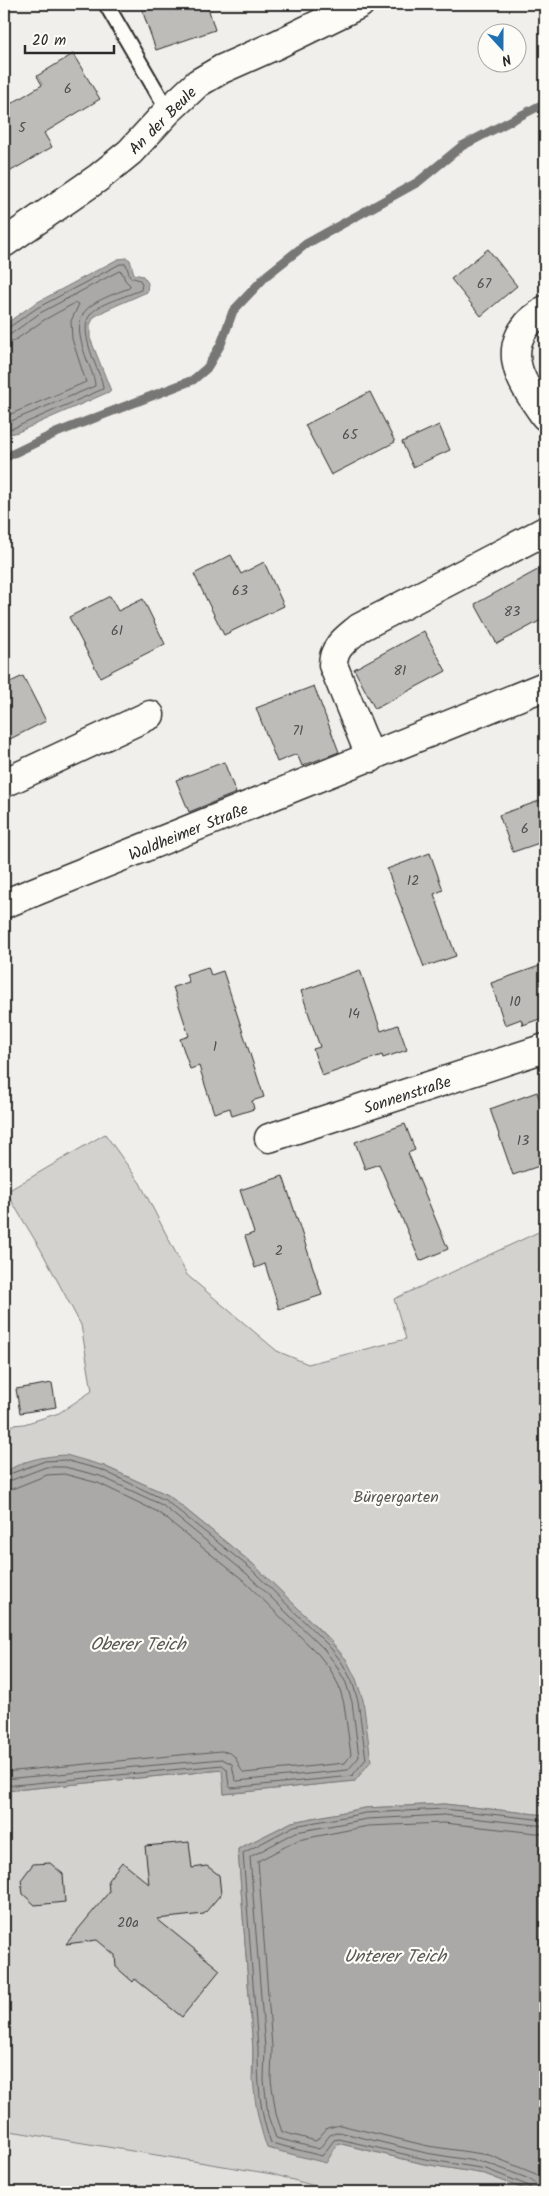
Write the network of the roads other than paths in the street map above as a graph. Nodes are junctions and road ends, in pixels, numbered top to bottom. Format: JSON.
{"nodes":[{"id":1,"x":106,"y":4,"type":"edge"},
{"id":2,"x":360,"y":4,"type":"edge"},
{"id":3,"x":168,"y":111,"type":"junction"},
{"id":4,"x":4,"y":243,"type":"edge"},
{"id":5,"x":545,"y":310,"type":"edge"},
{"id":6,"x":545,"y":416,"type":"edge"},
{"id":7,"x":545,"y":531,"type":"edge"},
{"id":8,"x":545,"y":686,"type":"edge"},
{"id":9,"x":150,"y":715,"type":"dead end"},
{"id":10,"x":371,"y":758,"type":"junction"},
{"id":11,"x":4,"y":783,"type":"edge"},
{"id":12,"x":4,"y":904,"type":"edge"},
{"id":13,"x":545,"y":1048,"type":"edge"},
{"id":14,"x":269,"y":1138,"type":"dead end"}],
"edges":[{"from":1,"to":3,"type":"lane"},
{"from":2,"to":3,"type":"street","name":"An der Beule"},
{"from":3,"to":4,"type":"street","name":"An der Beule"},
{"from":5,"to":6,"type":"street"},
{"from":7,"to":10,"type":"street"},
{"from":8,"to":10,"type":"street","name":"Waldheimer Straße"},
{"from":9,"to":11,"type":"street"},
{"from":10,"to":12,"type":"street","name":"Waldheimer Straße"},
{"from":13,"to":14,"type":"street","name":"Sonnenstraße"}]}
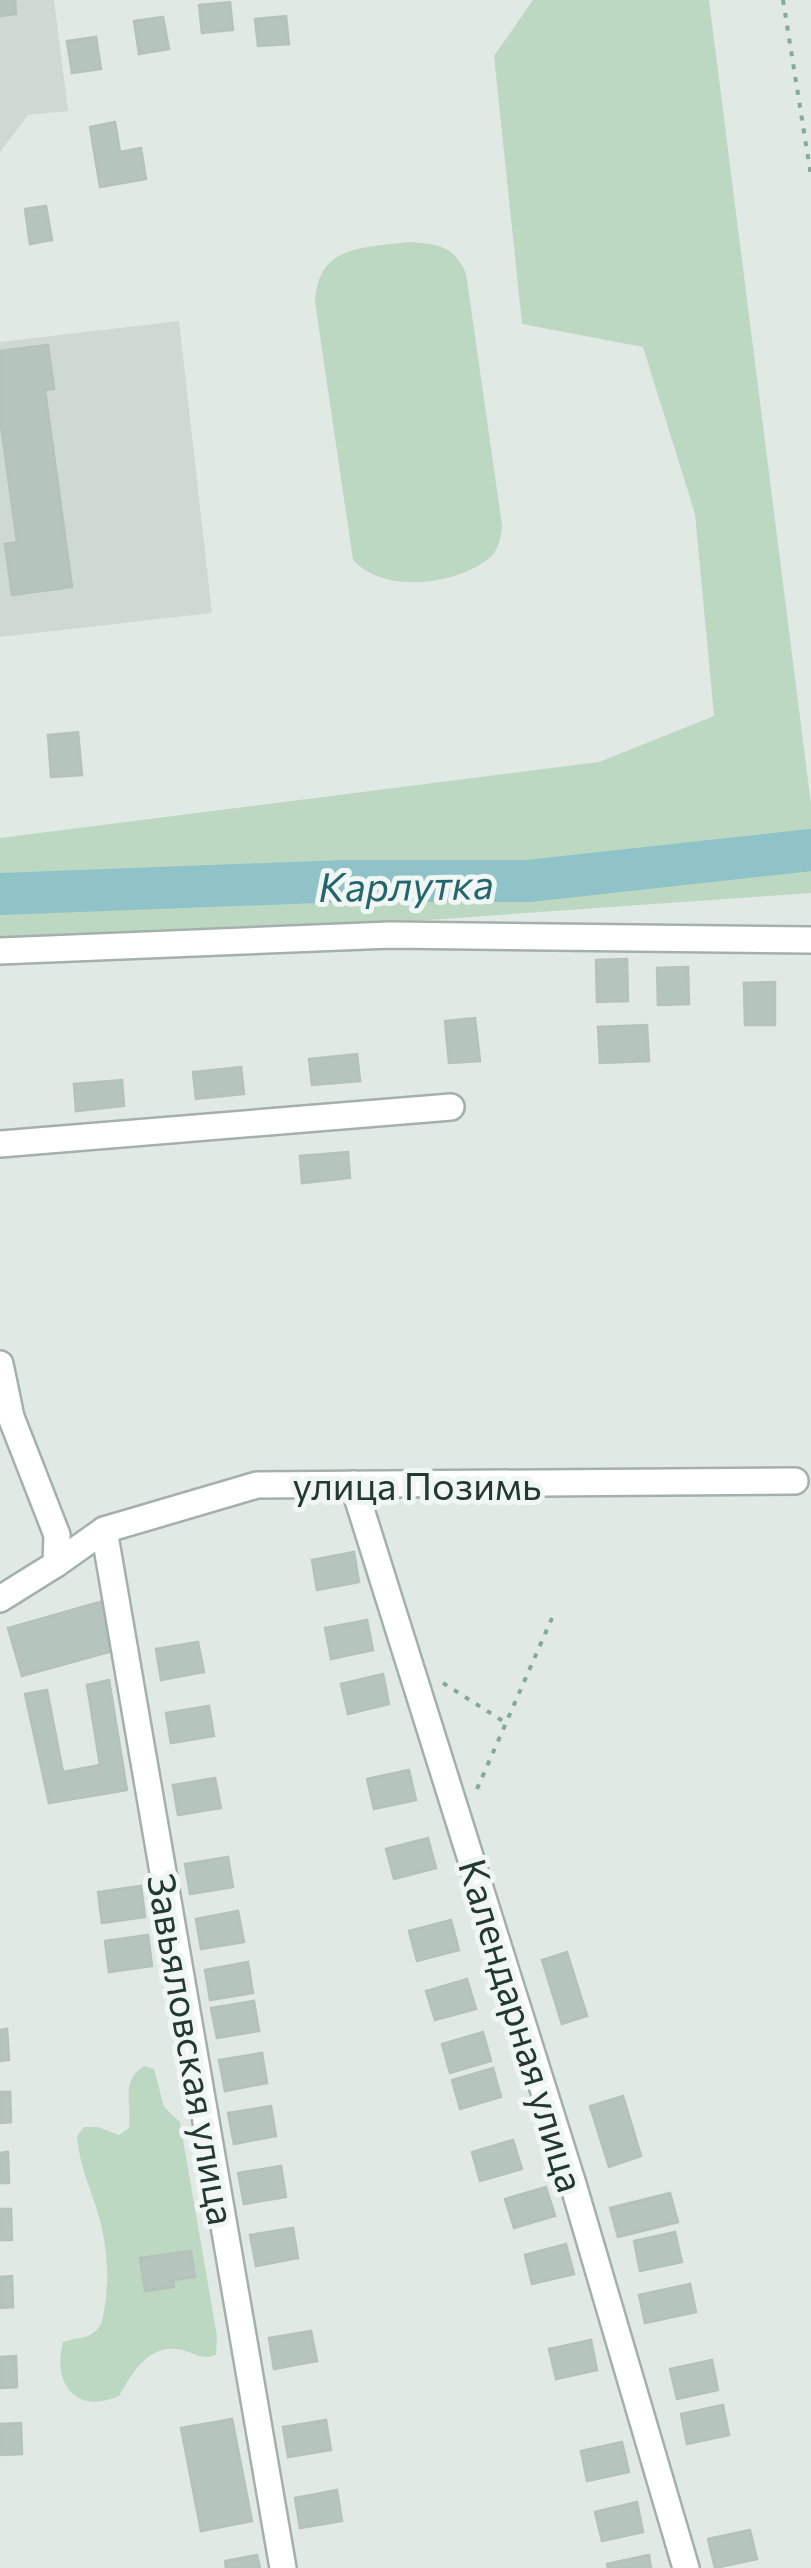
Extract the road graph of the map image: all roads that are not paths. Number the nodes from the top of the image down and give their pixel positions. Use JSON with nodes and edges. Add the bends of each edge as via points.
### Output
{"nodes":[{"id":1,"x":811,"y":940,"type":"edge"},
{"id":2,"x":0,"y":951,"type":"edge"},
{"id":3,"x":452,"y":1107,"type":"dead end"},
{"id":4,"x":0,"y":1144,"type":"edge"},
{"id":5,"x":0,"y":1364,"type":"edge"},
{"id":6,"x":795,"y":1481,"type":"dead end"},
{"id":7,"x":353,"y":1484,"type":"junction"},
{"id":8,"x":104,"y":1530,"type":"junction"},
{"id":9,"x":56,"y":1564,"type":"junction"},
{"id":10,"x":0,"y":1599,"type":"edge"},
{"id":11,"x":283,"y":2568,"type":"edge"},
{"id":12,"x":686,"y":2568,"type":"edge"}],
"edges":[{"from":1,"to":2,"type":"street","via":[[390,934]]},
{"from":3,"to":4,"type":"street"},
{"from":5,"to":9,"type":"street","via":[[11,1417],[57,1535]]},
{"from":6,"to":7,"type":"street","name":"улица Позимь"},
{"from":7,"to":8,"type":"street","name":"улица Позимь","via":[[257,1484]]},
{"from":7,"to":12,"type":"street","name":"Календарная улица","via":[[574,2184]]},
{"from":8,"to":9,"type":"street","name":"улица Позимь"},
{"from":8,"to":11,"type":"street","name":"Завьяловская улица"},
{"from":9,"to":10,"type":"street","name":"улица Позимь"}]}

• **The task**:
Please write out only the material above, exactly, from its first line through the line that contains "Extract the road", and include no pictures.

• **Solved problem**:
Write the network of the roads other than paths in the street map above as a graph. Nodes are junctions and road ends, in pixels, numbered top to bottom. Format: JSON.
{"nodes":[{"id":1,"x":106,"y":4,"type":"edge"},
{"id":2,"x":360,"y":4,"type":"edge"},
{"id":3,"x":168,"y":111,"type":"junction"},
{"id":4,"x":4,"y":243,"type":"edge"},
{"id":5,"x":545,"y":310,"type":"edge"},
{"id":6,"x":545,"y":416,"type":"edge"},
{"id":7,"x":545,"y":531,"type":"edge"},
{"id":8,"x":545,"y":686,"type":"edge"},
{"id":9,"x":150,"y":715,"type":"dead end"},
{"id":10,"x":371,"y":758,"type":"junction"},
{"id":11,"x":4,"y":783,"type":"edge"},
{"id":12,"x":4,"y":904,"type":"edge"},
{"id":13,"x":545,"y":1048,"type":"edge"},
{"id":14,"x":269,"y":1138,"type":"dead end"}],
"edges":[{"from":1,"to":3,"type":"lane"},
{"from":2,"to":3,"type":"street","name":"An der Beule"},
{"from":3,"to":4,"type":"street","name":"An der Beule"},
{"from":5,"to":6,"type":"street"},
{"from":7,"to":10,"type":"street"},
{"from":8,"to":10,"type":"street","name":"Waldheimer Straße"},
{"from":9,"to":11,"type":"street"},
{"from":10,"to":12,"type":"street","name":"Waldheimer Straße"},
{"from":13,"to":14,"type":"street","name":"Sonnenstraße"}]}
Extract the road graph of the map image: all roads that are not paths. Number the nodes from the top of the image down and give their pixel positions. Use JSON with nodes and edges. Add the bends of each edge as via points.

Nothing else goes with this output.